Leveraging a hybrid convolutional gated recursive diabetes prediction and severity grading model through a mobile app.

Abstract

Diabetes mellitus is a common illness associated with high morbidity and mortality rates. Early detection of diabetes is essential to prevent long-term health complications. The existing machine learning model struggles with accuracy and reliability issues, as well as data imbalance, hindering the creation of a dependable diabetes prediction model. The research addresses the issue using a novel deep learning mechanism called convolutional gated recurrent unit (CGRU), which could accurately detect diabetic disorder and their severity level. To overcome these obstacles, this study presents a brand-new deep learning technique, the CGRU, which enhances prediction accuracy by extracting temporal and spatial characteristics from the data. The proposed mechanism extracts both the spatial and temporal attributes from the input data to enable efficient classification.

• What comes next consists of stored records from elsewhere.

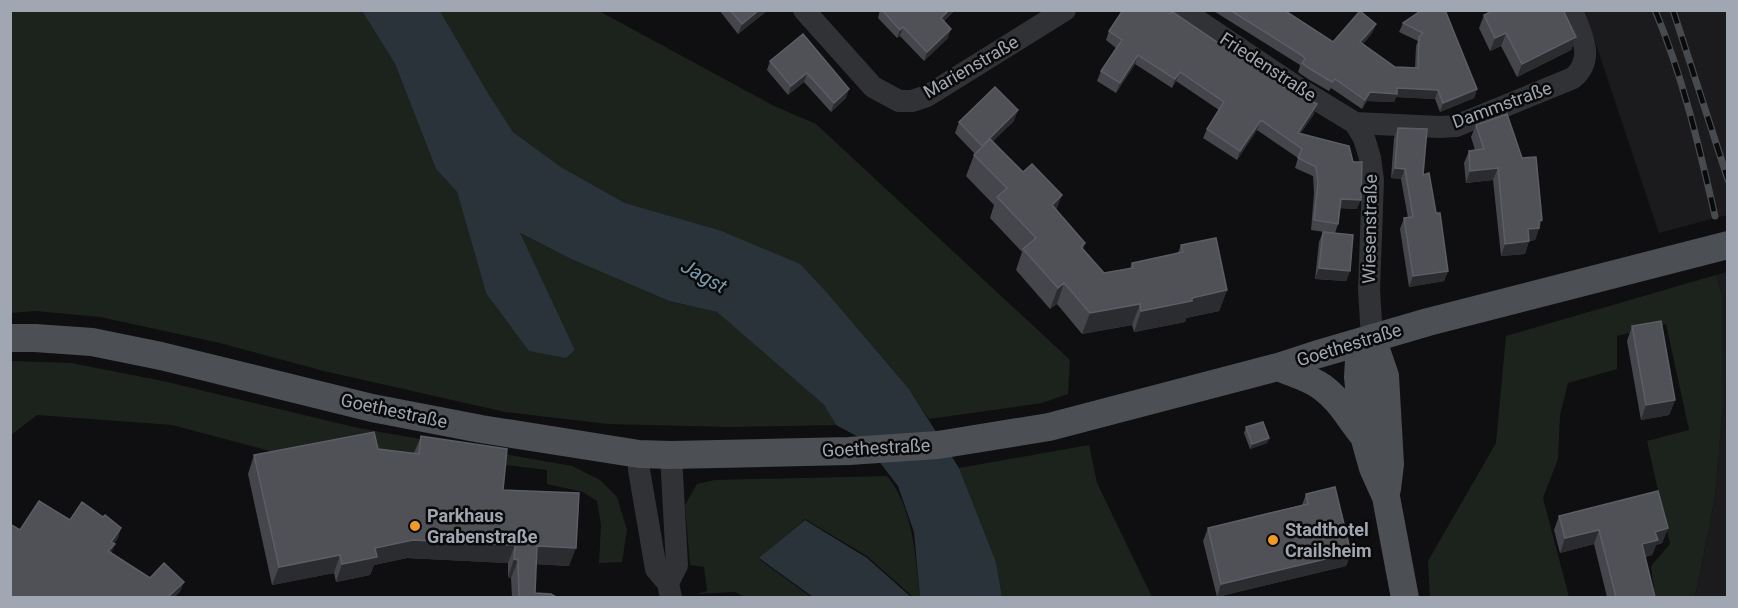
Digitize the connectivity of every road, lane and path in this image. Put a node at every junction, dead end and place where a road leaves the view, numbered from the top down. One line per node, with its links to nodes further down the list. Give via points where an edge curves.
1 (804, 10): 2 (street, Marienstraße, via 873,87 899,101 927,96)
2 (1065, 10)
3 (1182, 10): 5 (street, Friedenstraße)
4 (1572, 10): 5 (street, Dammstraße, via 1585,46 1581,72 1573,78 1456,126)
5 (1355, 123): 8 (street, Wiesenstraße, via 1370,158 1372,180 1368,290)
6 (1728, 245): 8 (main road, Goethestraße)
7 (10, 338): 11 (main road, Goethestraße, via 92,342 372,408)
8 (1372, 338): 9 (main road, Goethestraße); 10 (main road, via 1359,360); 13 (main road, via 1385,376 1390,464)
9 (1278, 367): 10 (main road, via 1320,385 1346,410); 12 (main road, Goethestraße, via 1049,427 938,445)
10 (1364, 436): 13 (main road)
11 (639, 454): 12 (main road, Goethestraße); 14 (street, via 656,569)
12 (671, 455): 14 (street, via 677,566)
13 (1386, 497): 15 (main road)
14 (669, 590)
15 (1405, 597)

The proposed framework consists of three primary phases: data preparation, model training, and evaluation. Specifically, the proposed technique is applied to the BRFSS dataset for diabetes prediction. The collected data undergoes pre-processing steps, including missing data imputation, irrelevant feature removal, and normalization, to make it suitable for further processing. Furthermore, the pre-processed data is fed to the CGRU model, which is trained to identify intricate patterns indicating the stages of diabetes. To group the patients based on their characteristics and identity patterns, the research uses the clustering algorithm which helps them to classify the severity level. The efficacy of the proposed CGRU framework is demonstrated by validating the experimental findings against existing state-of-the-art approaches. When compared to existing approaches, such as Attention-based CNN and Ensemble ML model, the proposed model outperforms conventional machine learning techniques, demonstrating the efficacy of the CGRU architecture for diabetes prediction with a high accuracy rate o f 99.9%. Clustering algorithms are more beneficial as they help in identifying the subtle pattern in the dataset. When compared to other methods, it can lead to more accurate and reliable prediction. The study highlights how the cutting-edge CGRU model enhances the early detection and diagnosis of diabetes, which will eventually lead to improved healthcare outcomes. However, the study limits to work on diverse datasets, which is the only thing considered to be the drawback of this research.